------ Data shown
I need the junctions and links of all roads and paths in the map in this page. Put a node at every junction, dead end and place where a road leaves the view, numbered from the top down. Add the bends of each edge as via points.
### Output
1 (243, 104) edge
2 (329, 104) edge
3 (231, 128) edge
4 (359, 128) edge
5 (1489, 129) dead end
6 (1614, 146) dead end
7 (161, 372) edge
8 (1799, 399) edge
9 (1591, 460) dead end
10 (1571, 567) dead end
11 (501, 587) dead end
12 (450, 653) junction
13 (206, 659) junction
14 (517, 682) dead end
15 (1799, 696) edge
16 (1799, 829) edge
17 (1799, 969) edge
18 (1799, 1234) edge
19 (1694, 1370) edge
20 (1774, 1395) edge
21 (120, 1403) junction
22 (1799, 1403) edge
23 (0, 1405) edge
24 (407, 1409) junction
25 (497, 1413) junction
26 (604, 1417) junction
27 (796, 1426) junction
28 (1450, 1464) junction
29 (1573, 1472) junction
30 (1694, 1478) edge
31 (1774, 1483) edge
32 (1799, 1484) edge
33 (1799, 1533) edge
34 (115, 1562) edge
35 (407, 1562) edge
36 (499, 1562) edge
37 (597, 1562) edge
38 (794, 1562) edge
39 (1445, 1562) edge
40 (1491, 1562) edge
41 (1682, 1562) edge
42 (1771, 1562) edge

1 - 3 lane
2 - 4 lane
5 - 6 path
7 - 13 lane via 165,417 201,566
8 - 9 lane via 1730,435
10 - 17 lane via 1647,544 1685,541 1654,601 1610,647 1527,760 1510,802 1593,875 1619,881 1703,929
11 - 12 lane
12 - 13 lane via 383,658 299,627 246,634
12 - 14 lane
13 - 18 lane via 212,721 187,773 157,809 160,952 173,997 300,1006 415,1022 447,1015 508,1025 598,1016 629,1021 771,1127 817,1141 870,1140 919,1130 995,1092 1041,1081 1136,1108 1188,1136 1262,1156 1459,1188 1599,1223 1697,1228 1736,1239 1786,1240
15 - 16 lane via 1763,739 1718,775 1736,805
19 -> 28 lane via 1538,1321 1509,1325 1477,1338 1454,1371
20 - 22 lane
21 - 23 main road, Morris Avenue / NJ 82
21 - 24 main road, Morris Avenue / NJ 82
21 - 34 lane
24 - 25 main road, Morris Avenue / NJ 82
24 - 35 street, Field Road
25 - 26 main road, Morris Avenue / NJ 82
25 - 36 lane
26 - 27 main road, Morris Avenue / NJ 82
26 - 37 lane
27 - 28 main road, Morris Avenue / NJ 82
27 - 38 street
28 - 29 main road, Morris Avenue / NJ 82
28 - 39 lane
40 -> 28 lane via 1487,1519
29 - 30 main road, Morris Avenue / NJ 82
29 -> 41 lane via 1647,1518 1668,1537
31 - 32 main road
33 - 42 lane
------------
__Goal of the exercise__
Scan the data above, find each line with "junction", and copy it.

__Result__
I need the junctions and links of all roads and paths in the map in this page. Put a node at every junction, dead end and place where a road leaves the view, numbered from the top down. Add the bends of each edge as via points.
12 (450, 653) junction
13 (206, 659) junction
21 (120, 1403) junction
24 (407, 1409) junction
25 (497, 1413) junction
26 (604, 1417) junction
27 (796, 1426) junction
28 (1450, 1464) junction
29 (1573, 1472) junction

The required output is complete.